Retirement, it has been said, can be like going through a door to an empty room that one has to furnish and decorate, with only yourself to judge how well you do.
These days, I spend hours each week with other folks whose childhoods were left behind decades ago. Our lives were once spent teaching and starting companies, raising children and defending clients in court. Now we volunteer our time, tucked away downstairs at the Burlingame Library in a windowless room that most of the library patrons never see.
It’s here where the thousands of books donated to help support the library are collected, sorted, and priced for their sale in the library’s bookstore or online or at the book sales the Library Foundation holds.
Often, tending to a stack of books awaiting my attention, I wonder how I found myself here, in my later-in-life years, with these others who have come from far and wide, to do our part in keeping alive this glorious creation that’s existed for 5,000 years.

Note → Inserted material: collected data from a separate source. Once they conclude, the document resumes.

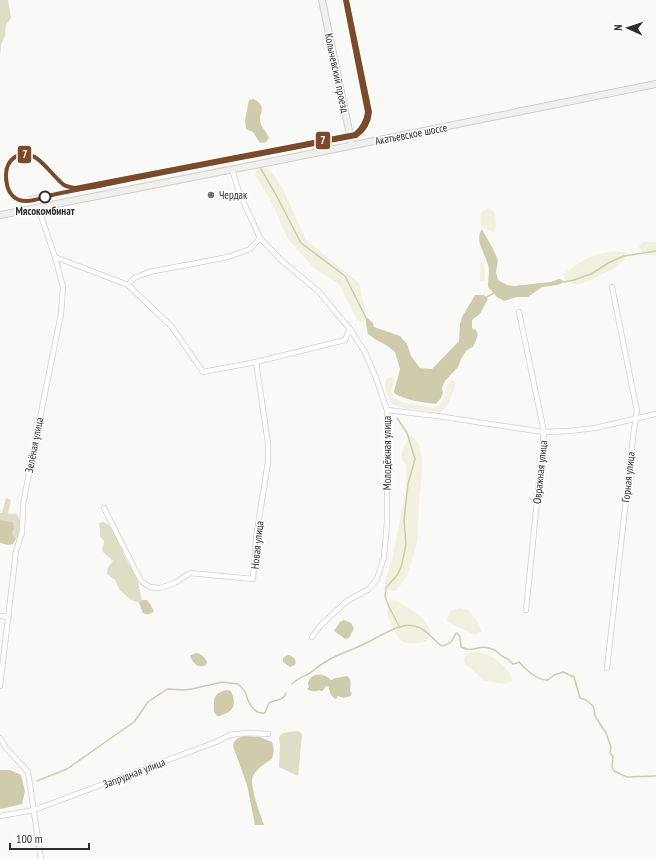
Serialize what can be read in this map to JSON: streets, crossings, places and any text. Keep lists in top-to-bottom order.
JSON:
{
  "streets": {
    "main road": ["Колычевский проезд", "Акатьевское шоссе"],
    "street": [
      "Зелёная улица",
      "Молодёжная улица",
      "Овражная улица",
      "Горная улица",
      "Новая улица",
      "Запрудная улица"
    ]
  },
  "crossings": [
    ["Колычевский проезд", "Акатьевское шоссе"],
    ["Акатьевское шоссе", "Зелёная улица"],
    ["Акатьевское шоссе", "Молодёжная улица"]
  ],
  "places": ["Чердак", "Мясокомбинат"],
  "lines": ["transit line 7"],
  "scale_bar": "100 m",
  "north": "left"
}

And then, faintly, I hear the high, melodic voice of a librarian, and hear, too, the excited voices of children. It’s story time down the hallway from where we work. And, listening to this, I recall the library of my own childhood and its metal stairway leading upward to the endless shelves of books calling out to me.
And faintly once more — for it will be in a future I cannot possibly know — I try to imagine these children’s distant, adult recollections about when they, too, discovered this distinct home for freedom and awakening, this vital and indispensible place we call a public library.
Mike Nagler taught for many years at Cañada College and was a member of the Burlingame Library Board and Foundation.
Thanks Mike! When I lived in the projects there was a small library a few blocks from our building. On my way to or from Hebrew School after regular school I would often hang out there, doing what you described, just finding random books to sit with for a while. It was ALWAYS a safe space and always fed my curiosity and imagination. It must be really fun going through those book donations now, seeing the treasures from people's homes as many of them, like you, in retirement start reducing the stuff accumulated in their homes. Thanks for your writing and volunteer work!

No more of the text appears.